A lottery machine is the machine used to draw the winning numbers for a lottery.

Early lotteries were done by drawing numbers, or winning tickets, from a container. In the UK, numbers of winning Premium Bonds (which were not strictly a lottery, but very similar in approach) were generated by an electronic machine called ERNIE.

==Types==
===Mechanical machines===
Most lotteries use mechanical lottery machines. These are more interesting to watch, and more transparent, both literally and figuratively: the audience can see exactly how the internal workings of the machine operate, and they can watch the balls come out of the machine; generally, the balls are visible during the entire draw.

====Gravity Pick====
A gravity pick machine has a chamber with rotating paddles inside, spinning in opposite directions. Numbered balls are dropped into the chamber and mixed until a sliding door opens, allowing the desired number of balls to pass through, one at a time. Machines of this type are used in many games, such as the American games Mega Millions, Powerball and Cash4Life, and the pan-European game EuroMillions.

A similar method is used to draw numbers from a manually operated bingo cage; a weighted cup catches the ball, which drops it onto the tray as the cage is rotated. This variant was at one time used by the Pennsylvania Lottery, the New Jersey Lottery, and the Illinois Lottery; in this variant, a cover is placed strategically, so as to obscure extra balls drawn beyond the number called for by the game matrix.

====Air mix====
Air mix machines have a fan in the bottom that blows the balls around. A valve to a tube opens, and the balls that are blown into the tube are the winning numbers. The balls are evenly weighted and are usually locked away in vaults when not in use, in order to prevent tampering. Machines of this type are used for many "daily numbers"-type games, as well as the pan-European game Eurojackpot.

Though similar in style to the latter type of "air mix" machines, those currently used by the American Powerball game do not use air mix; it is more in tune with a "gravity pick" machine, with the mixing paddles at the bottom of the machine. As the mixing paddle slows down, the ball lands on a pedestal, where it is carried to the top of the machine and then pushed onto the tray. On rare occasions, a similar machine is used in a "pick 3" or "pick 4" game.

===Random number generator===
Some lotteries use computerized random number generators, either alongside or in place of a mechanical draw machine. These are more "cost-effective": with mechanical equipment, machines and balls have to be replaced periodically. However, these are not as interesting to watch, and may give a player a sense that the lottery is being rigged.

==Security measures==
Because of the massive payoff for a successful cheat (especially after the 1980 Pennsylvania Lottery scandal where drawing balls were rigged to draw a certain number of results), lottery machines are subject to strict security measures. In some cases there are several machines and several sets of balls, and the combination to be used is selected at random just before the draw.

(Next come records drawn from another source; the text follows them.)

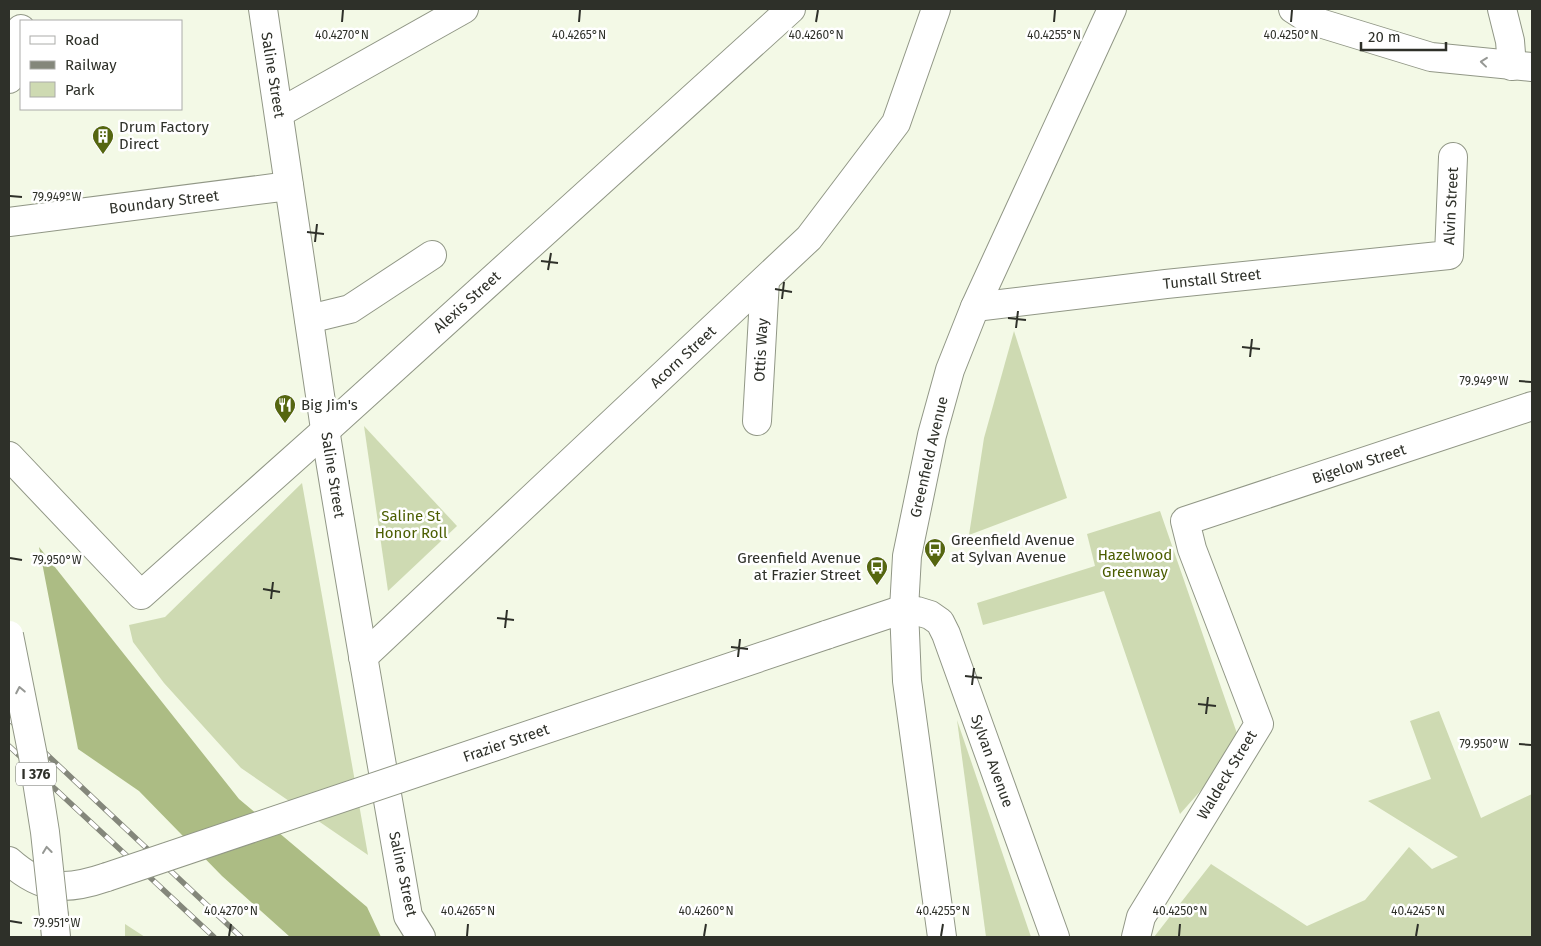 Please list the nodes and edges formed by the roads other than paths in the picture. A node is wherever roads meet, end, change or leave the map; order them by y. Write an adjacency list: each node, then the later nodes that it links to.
1 (262, 9): 11 (main road, Saline Street)
2 (464, 9): 11 (main road)
3 (791, 9): 22 (main road, Alexis Street)
4 (936, 9): 17 (main road, Acorn Street)
5 (1112, 9): 18 (main road, Greenfield Avenue)
6 (1293, 9): 9 (main road, one-way to 6)
7 (1502, 9): 9 (main road)
8 (20, 33): 10 (main road)
9 (1522, 66)
10 (9, 79)
11 (279, 112): 13 (main road, Saline Street)
12 (1453, 156): 16 (main road, Alvin Street)
13 (289, 186): 14 (main road, Boundary Street); 19 (main road, Saline Street)
14 (9, 222)
15 (432, 255): 19 (main road)
16 (1449, 255): 18 (main road, Tunstall Street)
17 (765, 280): 21 (main road, Ottis Way); 27 (main road, Acorn Street)
18 (975, 308): 25 (main road, Greenfield Avenue)
19 (309, 319): 22 (main road, Saline Street)
20 (1532, 406): 24 (main road, Bigelow Street)
21 (757, 421)
22 (326, 430): 23 (main road, Alexis Street); 27 (main road, Saline Street)
23 (9, 456)
24 (1185, 521): 33 (main road, Waldeck Street)
25 (904, 609): 28 (main road, Frazier Street, bridge); 31 (main road, Greenfield Avenue); 32 (main road, Sylvan Avenue)
26 (9, 634): 29 (main road, I 376, one-way to 26, bridge)
27 (363, 657): 30 (main road, Saline Street)
28 (9, 860)
29 (55, 926)
30 (421, 937)
31 (942, 937)
32 (1055, 937)
33 (1136, 937) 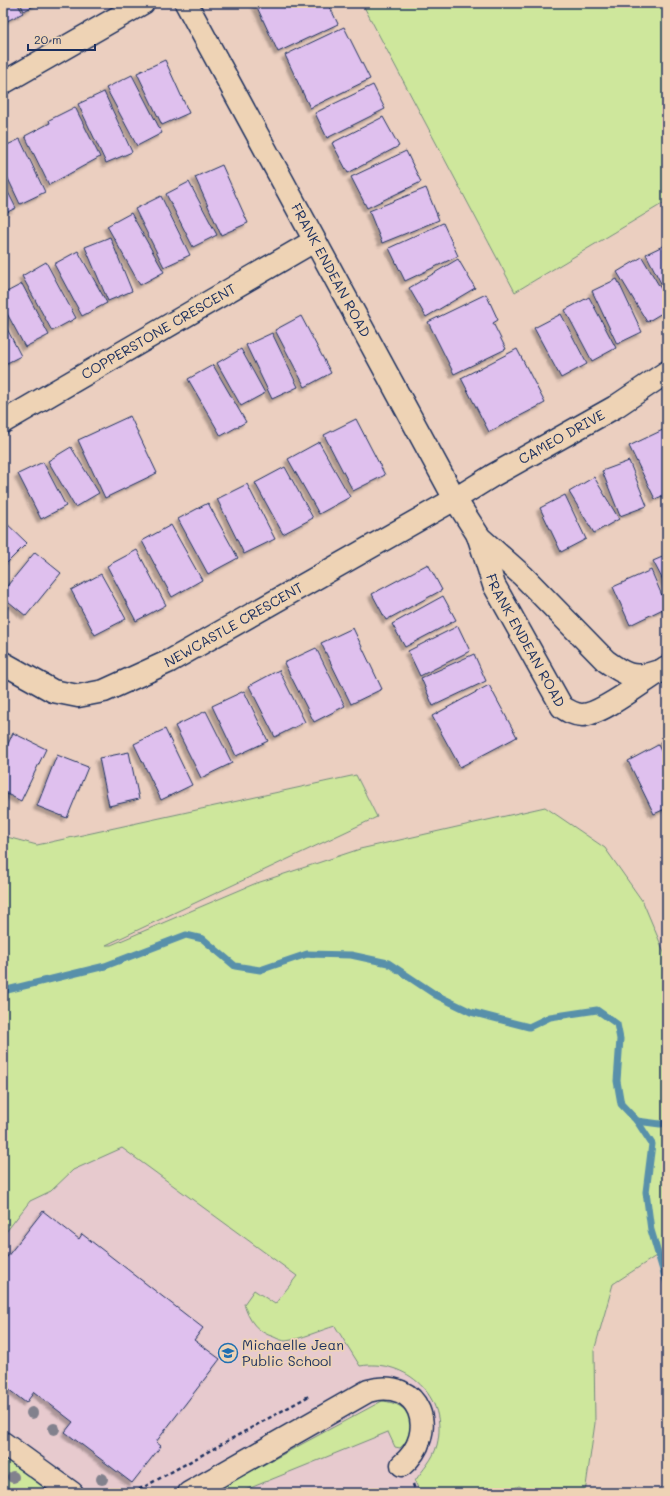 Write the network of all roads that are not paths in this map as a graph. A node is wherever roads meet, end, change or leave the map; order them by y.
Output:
1 (143, 3) edge
2 (186, 3) edge
3 (3, 83) edge
4 (314, 241) junction
5 (667, 372) edge
6 (3, 422) edge
7 (455, 499) junction
8 (478, 536) junction
9 (606, 661) junction
10 (3, 663) edge
11 (665, 668) edge
12 (600, 710) junction
13 (3, 1444) edge
14 (402, 1465) dead end
15 (72, 1493) edge
16 (189, 1493) edge

1 - 3 street
2 - 4 street, FRANK ENDEAN ROAD
4 - 6 street, COPPERSTONE CRESCENT
4 - 7 street, FRANK ENDEAN ROAD
5 - 7 street, CAMEO DRIVE
7 - 8 street, FRANK ENDEAN ROAD
7 - 10 street, NEWCASTLE CRESCENT
8 - 9 street, FRANK ENDEAN ROAD
8 - 12 street, FRANK ENDEAN ROAD
9 - 11 street, FRANK ENDEAN ROAD
9 - 12 street, FRANK ENDEAN ROAD
11 - 12 street, FRANK ENDEAN ROAD
13 - 15 street
14 - 16 street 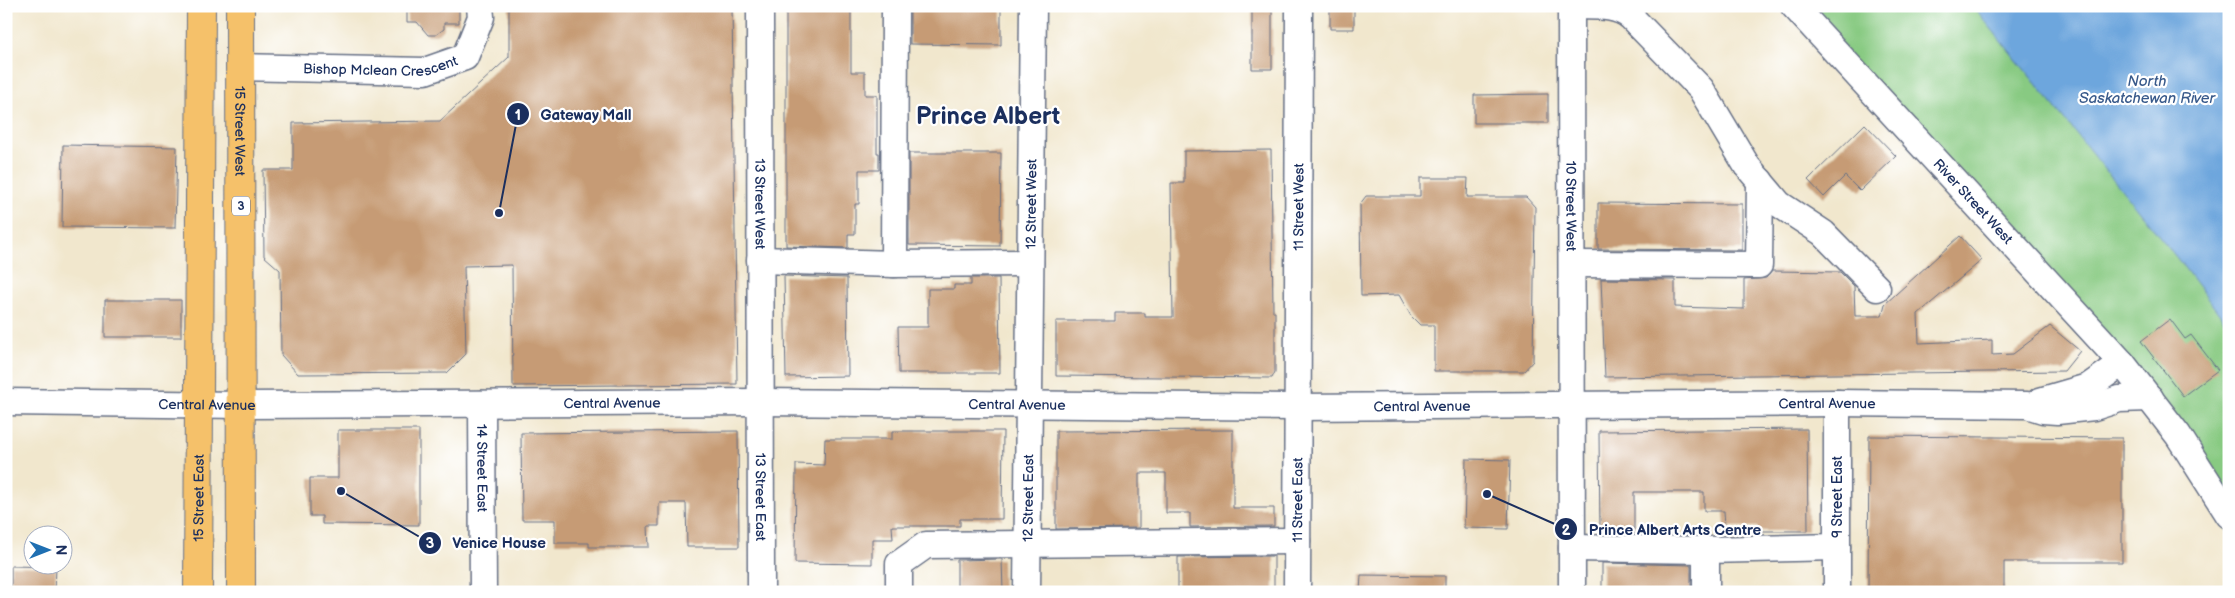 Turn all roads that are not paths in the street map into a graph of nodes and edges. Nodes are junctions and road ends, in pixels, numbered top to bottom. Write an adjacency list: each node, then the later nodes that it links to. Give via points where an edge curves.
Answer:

An independent accounting firm is hired by each lottery to watch the entire process and certify each drawing, and to step in and wave off the drawing if there are mechanical or technical issues during the drawing, or if the drawing is suspicious. Mechanical machines and RNG machines are also air-gapped from any type of network or external drive connection to prevent a hacking attack against the lottery to influence the results.